【黒ウィズ】リフィル編(6th Anniversary)Story
2019/03/05
目次
登場人物
story
逃がすな、魔法使い!
わかった、と答え、君は魔法を解き放つ。
黄昏に染まる屋根の上。走りながら放った魔法が異形の怪物を直撃し、屋根に転がした。
怪物の名は、〈ロストメア〉。いつか誰かが抱いて捨てた、〈見果てぬ夢〉のなれの果て。
彼らの目的は、〝現実〟に出ることだ。捨てられた夢である彼らが〝現実〟に出ることは、その夢が実現することを意味する。
だから、走る。この夢と現実の狭間の都市を。都市の中央に立つ、〝現実〟に通じる門を目指して。
ファニング6連、〈星墜とし〉ってね!
横槍叩をき込ませてもらう!
ブロードソード、カットラス!
アイアイ!
真っ向正面ストレート!
〈クラッシュウィール〉!
転がった〈ロストメア〉に、たちまち〈メアレス〉たちの攻撃が殺到する。
〈夢見ざる者〉――〈メアレス〉。夢を持たぬがゆえに夢を潰せる、〈ロストメア〉の狩人たち。
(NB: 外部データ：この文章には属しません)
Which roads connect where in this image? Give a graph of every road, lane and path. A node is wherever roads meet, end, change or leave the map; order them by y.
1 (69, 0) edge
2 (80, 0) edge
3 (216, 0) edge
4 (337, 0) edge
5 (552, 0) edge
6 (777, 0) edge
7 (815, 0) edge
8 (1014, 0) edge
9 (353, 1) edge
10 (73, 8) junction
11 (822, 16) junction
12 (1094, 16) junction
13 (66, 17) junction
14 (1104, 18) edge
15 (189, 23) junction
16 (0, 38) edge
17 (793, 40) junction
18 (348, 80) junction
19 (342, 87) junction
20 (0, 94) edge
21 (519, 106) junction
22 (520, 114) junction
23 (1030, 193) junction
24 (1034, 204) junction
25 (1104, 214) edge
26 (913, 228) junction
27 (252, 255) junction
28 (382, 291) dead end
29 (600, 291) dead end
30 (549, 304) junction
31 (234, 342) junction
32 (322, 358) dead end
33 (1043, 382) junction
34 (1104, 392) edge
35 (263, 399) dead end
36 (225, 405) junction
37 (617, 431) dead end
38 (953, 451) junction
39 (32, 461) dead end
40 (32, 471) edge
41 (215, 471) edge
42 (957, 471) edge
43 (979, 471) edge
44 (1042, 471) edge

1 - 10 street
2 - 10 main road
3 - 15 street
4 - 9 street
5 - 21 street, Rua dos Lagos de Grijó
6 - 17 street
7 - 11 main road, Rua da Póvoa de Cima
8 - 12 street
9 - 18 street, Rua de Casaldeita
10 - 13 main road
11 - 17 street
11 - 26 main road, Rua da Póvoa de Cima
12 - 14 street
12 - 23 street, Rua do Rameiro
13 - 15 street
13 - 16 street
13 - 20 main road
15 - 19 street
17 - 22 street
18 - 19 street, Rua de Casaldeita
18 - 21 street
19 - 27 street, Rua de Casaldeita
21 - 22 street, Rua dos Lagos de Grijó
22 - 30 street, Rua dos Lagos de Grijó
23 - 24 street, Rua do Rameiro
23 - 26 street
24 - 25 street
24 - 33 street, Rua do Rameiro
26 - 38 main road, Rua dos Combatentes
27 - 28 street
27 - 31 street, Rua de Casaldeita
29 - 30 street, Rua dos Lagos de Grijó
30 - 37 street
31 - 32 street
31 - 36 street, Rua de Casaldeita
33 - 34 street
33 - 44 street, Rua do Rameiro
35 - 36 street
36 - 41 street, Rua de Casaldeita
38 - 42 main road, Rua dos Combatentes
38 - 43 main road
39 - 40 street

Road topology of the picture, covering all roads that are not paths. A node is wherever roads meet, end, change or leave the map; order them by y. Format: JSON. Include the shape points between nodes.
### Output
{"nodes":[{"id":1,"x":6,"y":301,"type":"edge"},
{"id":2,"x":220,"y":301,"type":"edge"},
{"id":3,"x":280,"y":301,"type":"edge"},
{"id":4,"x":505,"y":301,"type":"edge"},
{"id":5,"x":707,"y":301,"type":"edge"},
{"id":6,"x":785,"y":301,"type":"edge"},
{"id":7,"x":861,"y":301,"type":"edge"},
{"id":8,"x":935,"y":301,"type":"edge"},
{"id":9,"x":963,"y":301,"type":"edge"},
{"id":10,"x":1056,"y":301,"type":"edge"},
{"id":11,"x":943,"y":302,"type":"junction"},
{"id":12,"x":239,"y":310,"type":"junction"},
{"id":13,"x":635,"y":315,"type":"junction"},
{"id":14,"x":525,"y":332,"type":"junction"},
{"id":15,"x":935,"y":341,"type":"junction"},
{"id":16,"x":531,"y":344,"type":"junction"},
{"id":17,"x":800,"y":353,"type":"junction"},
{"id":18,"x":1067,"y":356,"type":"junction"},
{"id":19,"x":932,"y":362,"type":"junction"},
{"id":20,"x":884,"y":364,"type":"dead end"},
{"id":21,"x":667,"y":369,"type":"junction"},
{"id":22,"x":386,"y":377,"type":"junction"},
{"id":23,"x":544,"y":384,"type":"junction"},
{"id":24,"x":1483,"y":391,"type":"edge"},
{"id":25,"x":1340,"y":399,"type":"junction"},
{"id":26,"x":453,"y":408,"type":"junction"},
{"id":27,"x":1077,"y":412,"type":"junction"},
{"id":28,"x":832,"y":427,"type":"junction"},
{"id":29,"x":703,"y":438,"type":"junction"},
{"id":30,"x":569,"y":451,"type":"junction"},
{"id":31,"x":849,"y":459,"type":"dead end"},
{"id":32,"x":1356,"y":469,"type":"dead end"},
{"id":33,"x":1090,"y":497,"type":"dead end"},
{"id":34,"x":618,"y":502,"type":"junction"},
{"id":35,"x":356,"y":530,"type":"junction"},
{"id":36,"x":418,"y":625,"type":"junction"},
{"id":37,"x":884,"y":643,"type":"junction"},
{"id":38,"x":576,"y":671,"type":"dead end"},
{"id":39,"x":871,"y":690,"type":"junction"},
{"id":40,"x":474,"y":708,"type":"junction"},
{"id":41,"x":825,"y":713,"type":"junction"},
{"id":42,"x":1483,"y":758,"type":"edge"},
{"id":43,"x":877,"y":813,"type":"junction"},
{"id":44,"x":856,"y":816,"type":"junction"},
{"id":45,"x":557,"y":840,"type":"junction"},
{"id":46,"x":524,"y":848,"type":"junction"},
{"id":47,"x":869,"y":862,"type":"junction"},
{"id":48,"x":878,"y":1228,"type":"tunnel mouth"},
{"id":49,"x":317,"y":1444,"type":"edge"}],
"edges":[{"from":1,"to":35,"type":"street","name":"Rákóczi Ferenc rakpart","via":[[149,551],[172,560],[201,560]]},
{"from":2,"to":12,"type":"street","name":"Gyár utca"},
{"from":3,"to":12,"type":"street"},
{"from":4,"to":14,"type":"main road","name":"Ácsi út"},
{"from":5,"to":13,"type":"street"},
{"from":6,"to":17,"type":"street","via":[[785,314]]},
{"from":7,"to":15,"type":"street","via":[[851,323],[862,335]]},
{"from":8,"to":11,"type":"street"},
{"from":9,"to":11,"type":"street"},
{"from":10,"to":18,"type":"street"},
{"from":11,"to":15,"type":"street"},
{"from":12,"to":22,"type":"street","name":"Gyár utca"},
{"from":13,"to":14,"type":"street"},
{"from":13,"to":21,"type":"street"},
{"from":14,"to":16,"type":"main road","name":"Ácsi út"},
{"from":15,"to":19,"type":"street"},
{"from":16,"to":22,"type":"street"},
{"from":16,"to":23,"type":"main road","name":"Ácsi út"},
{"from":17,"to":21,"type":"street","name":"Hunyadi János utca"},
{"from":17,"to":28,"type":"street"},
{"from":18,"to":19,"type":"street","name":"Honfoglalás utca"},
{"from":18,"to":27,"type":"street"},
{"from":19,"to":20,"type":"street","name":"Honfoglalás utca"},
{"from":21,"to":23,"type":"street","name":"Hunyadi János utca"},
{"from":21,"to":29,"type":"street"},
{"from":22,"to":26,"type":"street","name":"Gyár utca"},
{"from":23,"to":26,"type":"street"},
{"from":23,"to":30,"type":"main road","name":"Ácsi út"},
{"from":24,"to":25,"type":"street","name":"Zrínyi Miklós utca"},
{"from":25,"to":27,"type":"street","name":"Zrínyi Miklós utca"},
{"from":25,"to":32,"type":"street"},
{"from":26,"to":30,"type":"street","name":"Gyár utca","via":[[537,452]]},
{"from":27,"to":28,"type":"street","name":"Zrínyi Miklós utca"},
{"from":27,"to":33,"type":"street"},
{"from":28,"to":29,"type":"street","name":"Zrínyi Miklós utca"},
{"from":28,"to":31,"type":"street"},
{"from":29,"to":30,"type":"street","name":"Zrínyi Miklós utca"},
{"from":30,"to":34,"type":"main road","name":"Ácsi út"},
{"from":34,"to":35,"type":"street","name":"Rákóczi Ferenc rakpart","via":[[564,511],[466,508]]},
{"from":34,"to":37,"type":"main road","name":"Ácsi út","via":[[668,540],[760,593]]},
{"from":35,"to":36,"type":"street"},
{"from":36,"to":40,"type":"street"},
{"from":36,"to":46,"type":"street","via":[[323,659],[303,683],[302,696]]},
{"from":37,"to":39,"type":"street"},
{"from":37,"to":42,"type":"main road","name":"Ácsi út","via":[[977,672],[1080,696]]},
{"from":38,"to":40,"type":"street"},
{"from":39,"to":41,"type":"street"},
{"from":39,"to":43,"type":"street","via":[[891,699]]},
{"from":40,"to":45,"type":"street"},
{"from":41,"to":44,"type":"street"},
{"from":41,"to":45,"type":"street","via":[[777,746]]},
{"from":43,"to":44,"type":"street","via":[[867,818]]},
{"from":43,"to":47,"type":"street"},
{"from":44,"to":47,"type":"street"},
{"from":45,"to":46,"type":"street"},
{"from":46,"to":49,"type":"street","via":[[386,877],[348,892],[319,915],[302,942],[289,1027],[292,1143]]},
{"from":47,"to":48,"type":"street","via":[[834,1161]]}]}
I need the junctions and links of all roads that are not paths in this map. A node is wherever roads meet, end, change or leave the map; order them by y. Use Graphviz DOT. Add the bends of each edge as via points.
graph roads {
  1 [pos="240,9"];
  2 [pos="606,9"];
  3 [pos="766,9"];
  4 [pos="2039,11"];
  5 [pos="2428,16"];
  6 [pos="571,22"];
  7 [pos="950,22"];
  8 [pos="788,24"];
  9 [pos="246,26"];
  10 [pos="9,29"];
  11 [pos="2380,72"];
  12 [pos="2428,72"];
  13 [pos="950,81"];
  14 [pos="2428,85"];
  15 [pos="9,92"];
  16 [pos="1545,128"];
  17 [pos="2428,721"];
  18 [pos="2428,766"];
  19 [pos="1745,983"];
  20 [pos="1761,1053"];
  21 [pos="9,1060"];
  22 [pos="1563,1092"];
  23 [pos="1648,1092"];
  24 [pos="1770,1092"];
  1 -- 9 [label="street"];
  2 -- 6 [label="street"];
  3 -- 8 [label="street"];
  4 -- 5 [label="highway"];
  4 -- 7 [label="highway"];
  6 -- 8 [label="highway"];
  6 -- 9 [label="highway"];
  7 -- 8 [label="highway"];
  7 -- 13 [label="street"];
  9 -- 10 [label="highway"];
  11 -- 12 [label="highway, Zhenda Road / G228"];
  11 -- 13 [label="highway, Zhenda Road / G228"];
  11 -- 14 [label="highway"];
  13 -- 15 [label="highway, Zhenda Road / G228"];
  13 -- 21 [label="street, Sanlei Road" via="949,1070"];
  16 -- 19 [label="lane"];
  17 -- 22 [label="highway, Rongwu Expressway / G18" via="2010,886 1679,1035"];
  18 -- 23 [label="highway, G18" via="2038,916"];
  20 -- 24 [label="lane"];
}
熾烈な猛攻を受けてよろける〈ロストメア〉へ、君とリフィルは、とどめの魔法を浴びせかけた。
修羅なる下天の暴雷よ、千々の槍以て降り荒べ!
君とリフィルの魔法が詐裂し、〈ロストメア〉は木っ端みじんに砕け散る。
魔力は輝く蝶へと変わり、黄昏の空に羽ばたいた。
やったにゃ!
上出来よ。魔法使い。
リフィルがこちらを振り向き、ふわりと笑った。〈メアレス〉たちもまた、それぞれ笑みを浮かべている。
あれ?と君は思った。なんでみんなで戦っているんだろう?と。
よほど強力な〈ロストメア〉が相手でもない限り、〈メアレス〉が手を組むことはないはずだが――
何を言ってるの、魔法使い。
この世の秩序を守るため、力を合わせて〈夢〉を討つ。それが〈メアレス〉!そうでしょう?
あ、夢だな、これ。と君は思った。
夢だとわかるや否や、目の前の光景が歪んでいって――
気がつくと、見慣れた都市に立っていた。
ここは……あの都市にゃ?
まぎれもなく、夢と現実の狭間の都市だった。
まだ夢を見ているのだろうか、と目をこすっていると。
魔法使い。
聞き慣れた声が、足元から聞こえた。
久しぶりね、魔法使い。
なんかいた。
……え?
なんかちっちゃくなってるにゃーーーー!!?
黄昏に、ウィズの叫びがこだました。
***
ついさっき、〈ロストメア〉に襲われたのよ。
君は、リフィルを抱えて歩きながら事情を聞いた。
不意打ちでね。おかしな能力を使われて、こんなふうにされてしまった。なんとか逃げてきたんだけど……。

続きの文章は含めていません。